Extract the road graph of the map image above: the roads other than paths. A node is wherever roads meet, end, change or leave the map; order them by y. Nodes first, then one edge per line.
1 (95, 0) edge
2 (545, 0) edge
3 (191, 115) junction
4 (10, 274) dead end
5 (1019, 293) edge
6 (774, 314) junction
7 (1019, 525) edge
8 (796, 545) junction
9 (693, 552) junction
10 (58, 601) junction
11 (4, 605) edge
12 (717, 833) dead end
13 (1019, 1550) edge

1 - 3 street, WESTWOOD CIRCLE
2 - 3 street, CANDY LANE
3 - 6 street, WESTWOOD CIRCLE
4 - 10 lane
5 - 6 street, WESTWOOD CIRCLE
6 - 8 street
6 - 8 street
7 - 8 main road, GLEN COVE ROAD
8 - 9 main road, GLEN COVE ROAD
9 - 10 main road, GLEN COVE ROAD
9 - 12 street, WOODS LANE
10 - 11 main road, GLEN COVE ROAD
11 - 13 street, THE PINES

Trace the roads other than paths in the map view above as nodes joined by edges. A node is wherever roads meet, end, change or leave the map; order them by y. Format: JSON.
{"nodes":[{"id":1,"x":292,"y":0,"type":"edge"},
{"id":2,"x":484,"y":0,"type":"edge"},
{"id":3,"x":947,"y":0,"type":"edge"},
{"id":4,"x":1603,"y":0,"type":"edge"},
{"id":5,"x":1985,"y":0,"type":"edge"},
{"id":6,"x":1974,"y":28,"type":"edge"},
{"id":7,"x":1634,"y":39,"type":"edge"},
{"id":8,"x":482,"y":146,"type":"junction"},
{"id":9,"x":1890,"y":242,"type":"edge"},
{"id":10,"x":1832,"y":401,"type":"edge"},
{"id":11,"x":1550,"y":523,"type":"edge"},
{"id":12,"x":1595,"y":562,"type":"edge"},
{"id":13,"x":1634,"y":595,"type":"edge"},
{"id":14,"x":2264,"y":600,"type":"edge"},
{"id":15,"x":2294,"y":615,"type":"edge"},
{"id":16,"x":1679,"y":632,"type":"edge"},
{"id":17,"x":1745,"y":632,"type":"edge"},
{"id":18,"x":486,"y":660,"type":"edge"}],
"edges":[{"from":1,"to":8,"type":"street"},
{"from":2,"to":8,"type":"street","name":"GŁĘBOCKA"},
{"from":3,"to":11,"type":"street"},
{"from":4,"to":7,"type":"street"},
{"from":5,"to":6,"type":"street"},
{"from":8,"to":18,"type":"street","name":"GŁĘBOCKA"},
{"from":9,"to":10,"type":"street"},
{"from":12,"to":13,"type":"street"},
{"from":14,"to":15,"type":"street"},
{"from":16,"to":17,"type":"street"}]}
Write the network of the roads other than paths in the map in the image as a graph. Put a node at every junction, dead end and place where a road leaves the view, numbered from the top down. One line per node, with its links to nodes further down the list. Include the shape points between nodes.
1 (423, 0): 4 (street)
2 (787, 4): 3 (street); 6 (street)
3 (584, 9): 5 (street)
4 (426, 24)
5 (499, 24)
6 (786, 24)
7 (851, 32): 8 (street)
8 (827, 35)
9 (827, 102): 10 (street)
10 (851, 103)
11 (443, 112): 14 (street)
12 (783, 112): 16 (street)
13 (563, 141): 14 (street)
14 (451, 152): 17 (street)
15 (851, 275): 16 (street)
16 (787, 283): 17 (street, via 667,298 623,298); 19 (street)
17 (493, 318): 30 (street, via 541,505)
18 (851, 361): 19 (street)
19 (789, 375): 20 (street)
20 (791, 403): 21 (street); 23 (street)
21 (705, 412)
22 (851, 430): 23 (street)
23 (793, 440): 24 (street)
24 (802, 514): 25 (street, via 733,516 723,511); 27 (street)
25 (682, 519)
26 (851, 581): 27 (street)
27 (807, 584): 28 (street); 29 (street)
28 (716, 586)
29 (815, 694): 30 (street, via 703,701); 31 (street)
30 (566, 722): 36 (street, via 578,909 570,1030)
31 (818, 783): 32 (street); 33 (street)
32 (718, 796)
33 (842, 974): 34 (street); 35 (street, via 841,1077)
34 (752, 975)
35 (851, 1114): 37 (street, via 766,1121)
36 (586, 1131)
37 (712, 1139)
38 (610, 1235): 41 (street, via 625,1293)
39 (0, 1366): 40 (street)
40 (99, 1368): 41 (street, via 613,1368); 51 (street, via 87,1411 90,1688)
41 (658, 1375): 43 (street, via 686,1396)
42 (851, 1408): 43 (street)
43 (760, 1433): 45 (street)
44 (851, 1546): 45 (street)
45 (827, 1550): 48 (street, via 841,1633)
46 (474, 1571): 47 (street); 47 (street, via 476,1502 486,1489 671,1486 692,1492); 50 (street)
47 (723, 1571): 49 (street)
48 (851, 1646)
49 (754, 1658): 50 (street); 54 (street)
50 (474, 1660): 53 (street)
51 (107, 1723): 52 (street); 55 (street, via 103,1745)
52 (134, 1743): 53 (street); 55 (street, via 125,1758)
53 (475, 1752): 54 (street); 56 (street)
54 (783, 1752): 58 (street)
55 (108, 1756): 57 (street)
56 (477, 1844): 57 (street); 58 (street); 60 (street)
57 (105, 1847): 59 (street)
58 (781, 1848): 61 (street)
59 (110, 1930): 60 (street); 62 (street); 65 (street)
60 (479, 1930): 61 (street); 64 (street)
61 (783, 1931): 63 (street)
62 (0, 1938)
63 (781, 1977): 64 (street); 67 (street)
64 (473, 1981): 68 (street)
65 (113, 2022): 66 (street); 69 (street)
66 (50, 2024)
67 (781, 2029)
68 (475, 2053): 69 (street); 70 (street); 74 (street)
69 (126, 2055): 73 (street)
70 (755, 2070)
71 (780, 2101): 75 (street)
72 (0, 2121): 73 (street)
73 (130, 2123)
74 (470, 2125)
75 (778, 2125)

::::

WHAT TO PRODUCE: For each line in the entries that contains the string "roads", make a copy.

REPLY:
Extract the road graph of the map image above: the roads other than paths. A node is wherever roads meet, end, change or leave the map; order them by y. Nodes first, then one edge per line.
Trace the roads other than paths in the map view above as nodes joined by edges. A node is wherever roads meet, end, change or leave the map; order them by y. Format: JSON.
Write the network of the roads other than paths in the map in the image as a graph. Put a node at every junction, dead end and place where a road leaves the view, numbered from the top down. One line per node, with its links to nodes further down the list. Include the shape points between nodes.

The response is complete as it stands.